LEAD Technologies, Inc

Forms Recognition and Processing

The LEADTOOLS Forms Recognition and Processing engine provides developers with a comprehensive set of advanced tools to create form recognition and processing applications with minimal coding. It is fast, accurate and reliable.

Overview
Forms Recognition
Forms Processing
Speed Processing
Low Level Forms Recognition
Low Level Forms Processing

Overview . In general, forms recognition and processing systems perform the following steps:

The LEADTOOLS AutoFormsEngine is an optimized and fast implementation of the recognition and processing system. It automatically, creates form attributes, compares it with the Master Forms in the repository, and processes the form fields. LEADTOOLS AutoForms also gives you the option to run in multi-threaded mode to speed up the recognition and processing: taking advantage of multi-core technology. The Leadtools.Forms.Auto namespace provides a rich set of classes, interfaces, and methods that will reduce the implementation time in actions such as:

While most ECM (Enterprise Content Management) systems may take advantage of both recognition and processing, each process, recognition or processing, has a very specific task in a typical workflow.

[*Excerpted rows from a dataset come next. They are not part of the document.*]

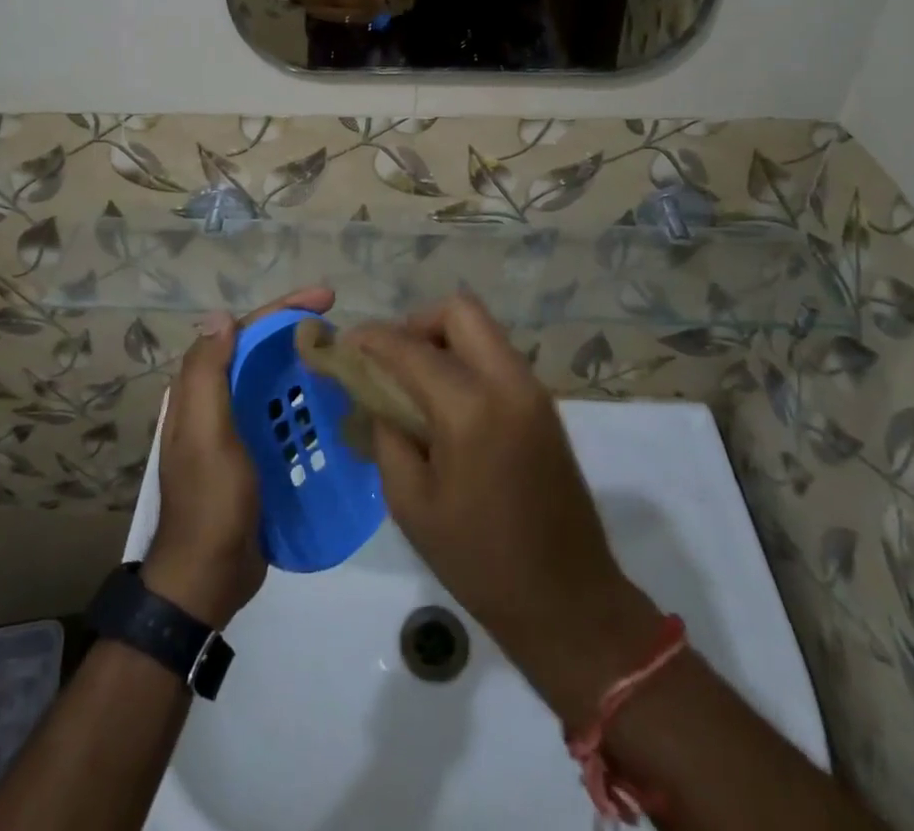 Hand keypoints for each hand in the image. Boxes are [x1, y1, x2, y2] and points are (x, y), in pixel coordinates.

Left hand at [143, 286, 334, 627]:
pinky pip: (282, 414)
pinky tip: (335, 404)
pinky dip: (306, 401)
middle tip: (341, 326)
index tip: (326, 298)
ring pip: (273, 380)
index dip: (283, 309)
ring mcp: (236, 428)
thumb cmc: (211, 501)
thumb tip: (220, 316)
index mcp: (200, 389)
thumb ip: (208, 374)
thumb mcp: (206, 434)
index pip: (243, 331)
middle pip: (260, 350)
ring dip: (304, 364)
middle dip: (297, 330)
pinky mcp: (255, 453)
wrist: (208, 577)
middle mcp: (216, 401)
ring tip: (345, 359)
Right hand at [351, 296, 661, 720]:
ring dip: (442, 340)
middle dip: (415, 324)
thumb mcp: (411, 502)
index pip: (409, 347)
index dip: (370, 339)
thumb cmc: (479, 560)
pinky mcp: (543, 404)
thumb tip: (373, 393)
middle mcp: (507, 381)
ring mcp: (532, 389)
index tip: (343, 347)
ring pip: (481, 329)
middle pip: (458, 310)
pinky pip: (495, 356)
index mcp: (470, 407)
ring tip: (413, 384)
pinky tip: (444, 403)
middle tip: (389, 362)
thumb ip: (386, 433)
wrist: (569, 602)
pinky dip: (465, 360) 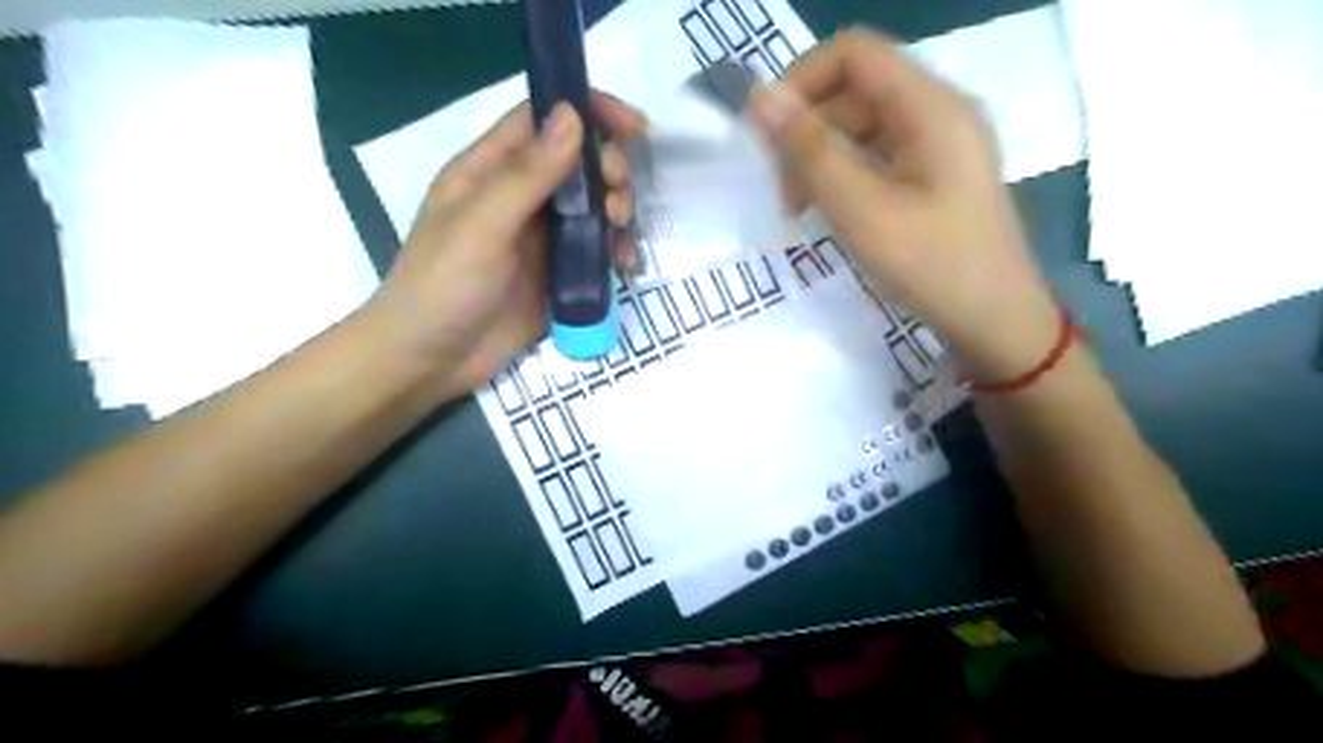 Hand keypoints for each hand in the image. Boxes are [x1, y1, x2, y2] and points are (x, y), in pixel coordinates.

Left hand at [360, 95, 648, 403]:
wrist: (431, 361)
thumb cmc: (443, 286)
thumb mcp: (482, 225)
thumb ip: (527, 174)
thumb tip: (573, 115)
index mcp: (490, 171)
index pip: (543, 120)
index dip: (589, 112)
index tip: (633, 127)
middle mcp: (520, 197)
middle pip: (578, 162)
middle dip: (610, 171)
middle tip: (619, 202)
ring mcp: (541, 238)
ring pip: (594, 206)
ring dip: (619, 212)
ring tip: (623, 237)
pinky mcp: (557, 274)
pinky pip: (597, 251)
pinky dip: (617, 252)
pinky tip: (625, 267)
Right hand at [755, 29, 1062, 382]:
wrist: (995, 321)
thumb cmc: (932, 265)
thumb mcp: (862, 210)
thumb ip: (810, 151)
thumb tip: (760, 97)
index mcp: (930, 106)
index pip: (853, 53)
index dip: (801, 81)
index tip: (768, 137)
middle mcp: (938, 111)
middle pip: (855, 89)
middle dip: (808, 130)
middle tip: (784, 191)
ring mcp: (939, 144)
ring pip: (862, 124)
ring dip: (821, 156)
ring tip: (800, 209)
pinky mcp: (935, 174)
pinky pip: (877, 154)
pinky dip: (844, 174)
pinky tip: (831, 211) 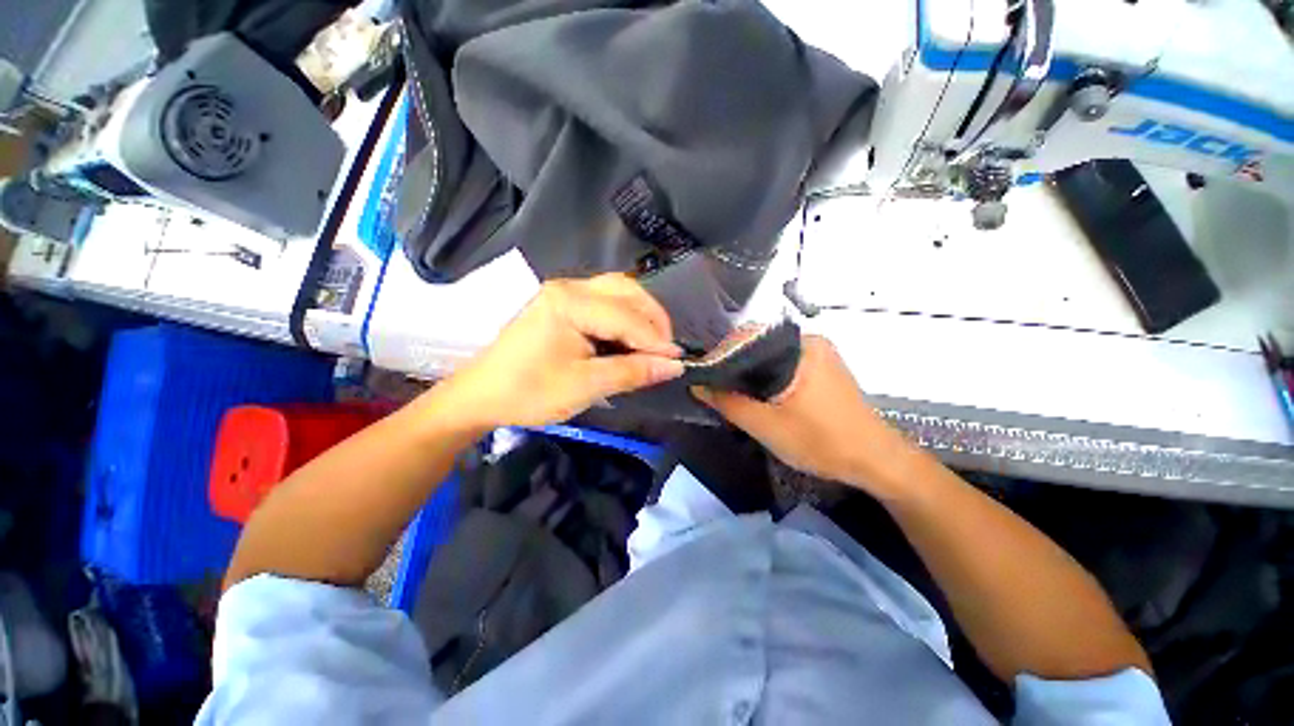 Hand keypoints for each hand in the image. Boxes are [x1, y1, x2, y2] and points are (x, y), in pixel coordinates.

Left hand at [433, 274, 684, 428]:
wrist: (482, 395)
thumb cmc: (530, 392)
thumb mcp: (586, 385)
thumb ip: (632, 371)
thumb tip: (674, 366)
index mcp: (570, 302)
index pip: (626, 316)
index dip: (655, 340)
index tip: (678, 361)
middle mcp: (569, 288)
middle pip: (626, 291)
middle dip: (652, 320)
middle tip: (666, 350)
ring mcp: (564, 293)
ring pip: (617, 292)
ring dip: (640, 316)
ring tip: (652, 344)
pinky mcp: (562, 305)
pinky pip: (604, 302)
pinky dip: (624, 318)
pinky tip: (630, 338)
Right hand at [693, 336, 911, 490]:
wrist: (876, 461)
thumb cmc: (822, 442)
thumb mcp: (766, 426)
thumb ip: (728, 403)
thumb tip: (698, 385)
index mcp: (798, 347)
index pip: (745, 338)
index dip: (719, 356)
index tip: (702, 378)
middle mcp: (808, 341)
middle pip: (756, 345)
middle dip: (732, 366)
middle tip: (714, 389)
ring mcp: (818, 354)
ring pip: (769, 356)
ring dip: (748, 373)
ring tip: (729, 393)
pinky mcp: (822, 368)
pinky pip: (783, 364)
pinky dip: (765, 377)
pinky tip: (756, 396) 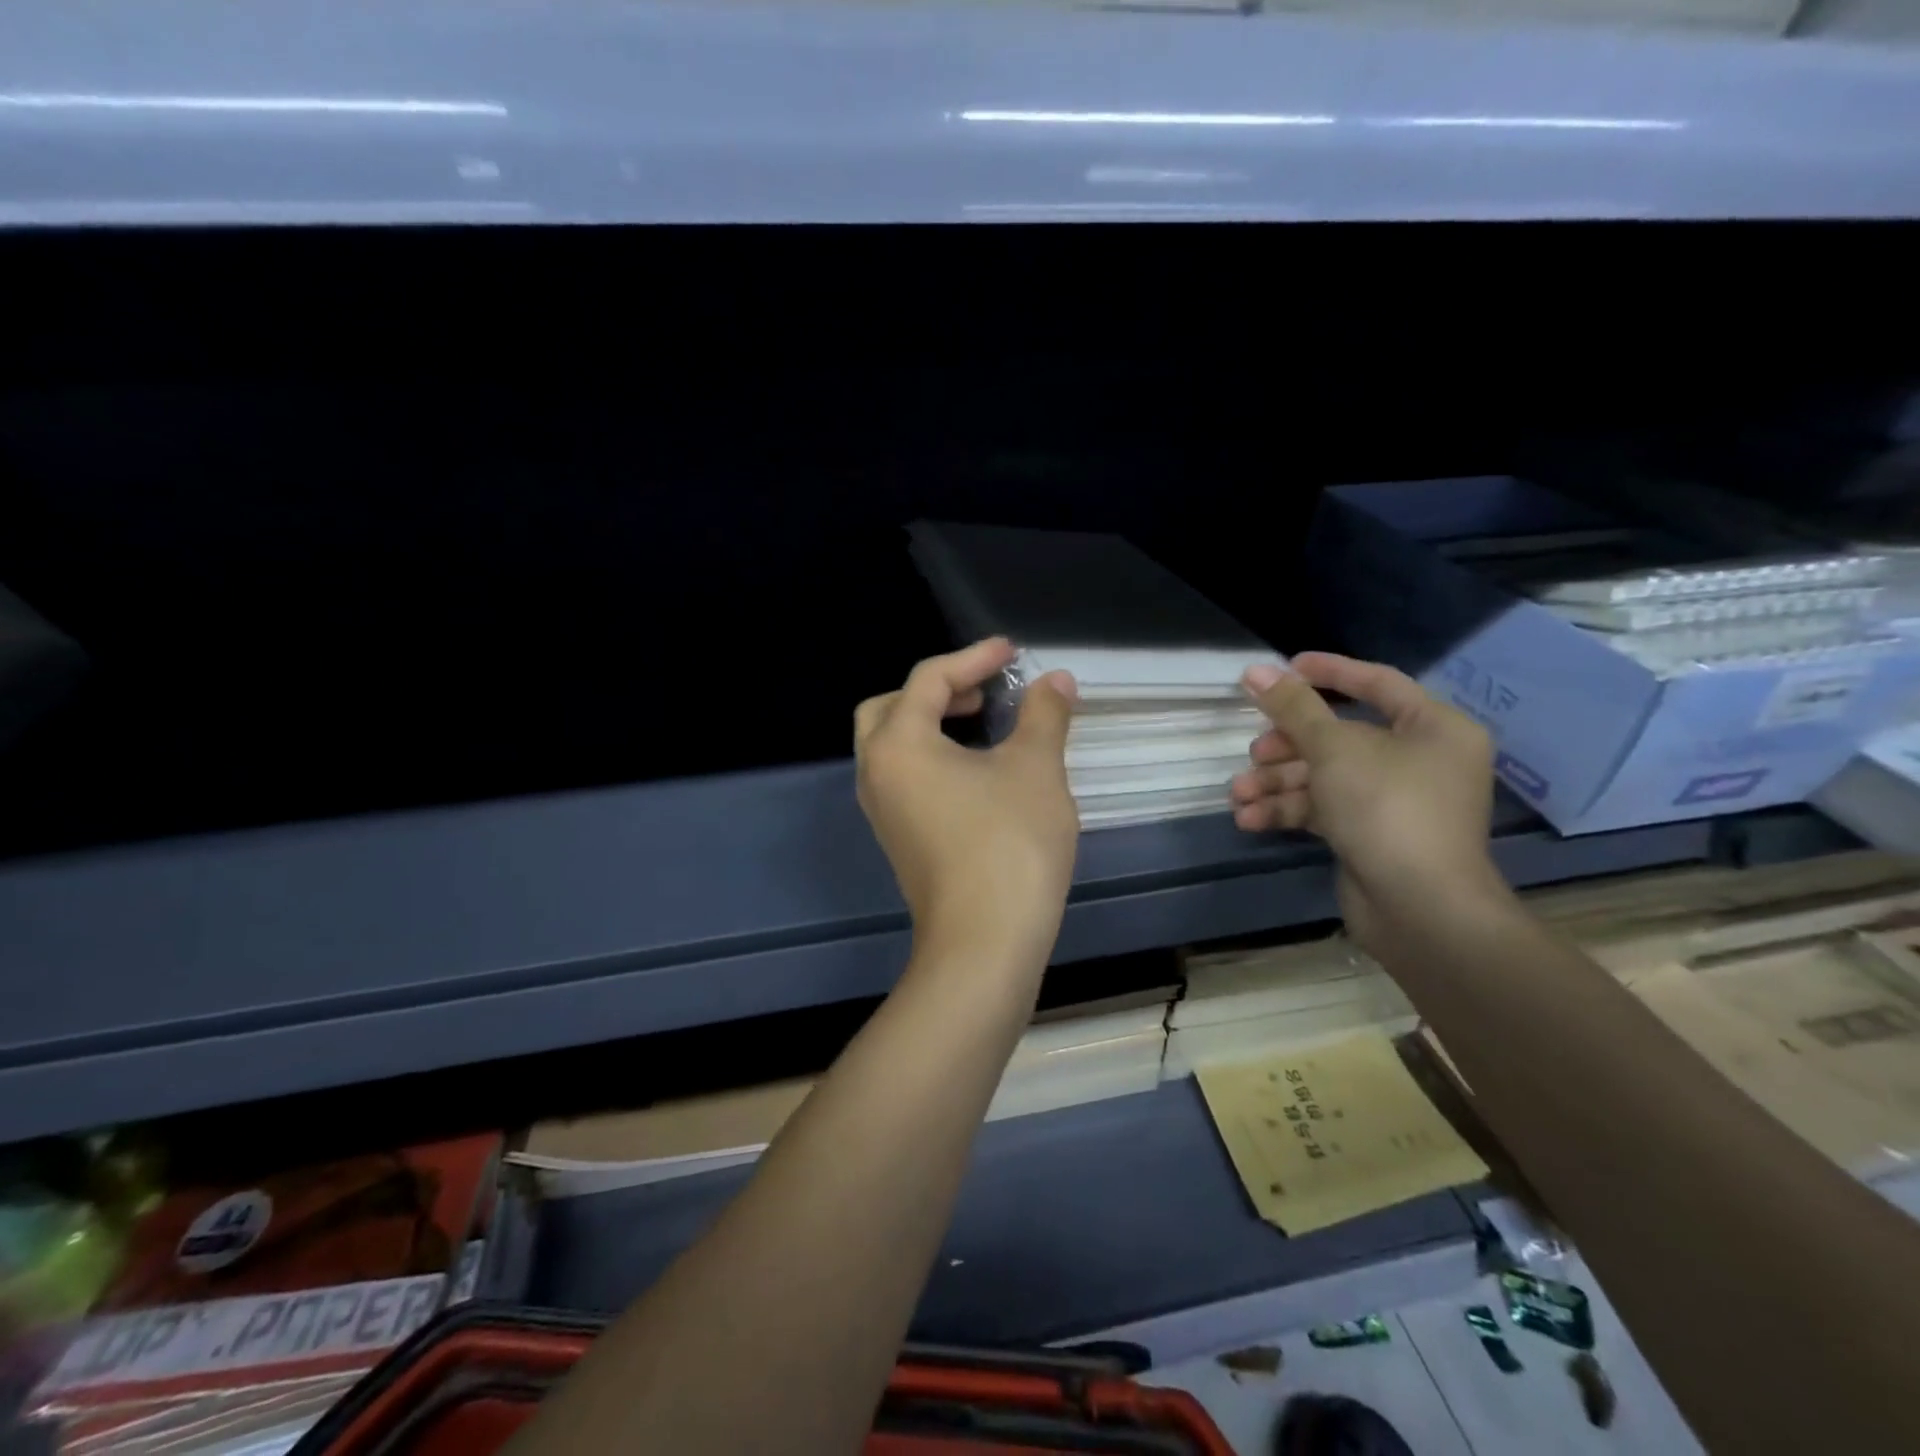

Forms Recognition . Forms Recognition is the process of automatically identifying the name, type, and ID of any unknown form without human intervention. As long as a master form exists for the form being recognized, the LEADTOOLS Recognition Engine can quickly and accurately distinguish it from an unlimited number of predefined master forms. The engine uses an extremely accurate algorithm to extract the unique features (attributes) of each master form (single or multipage) and stores them in an XML file. This file is portable and efficient so you no longer need to store all of the original images for your master forms, thus freeing up unnecessary disk space. Once you have created master forms for all of the forms you expect to process, you will be able to fully automate the recognition process for all forms no matter which source (archival, scanner, etc) or resolution is used, whether it is deformed, or computer-generated, etc.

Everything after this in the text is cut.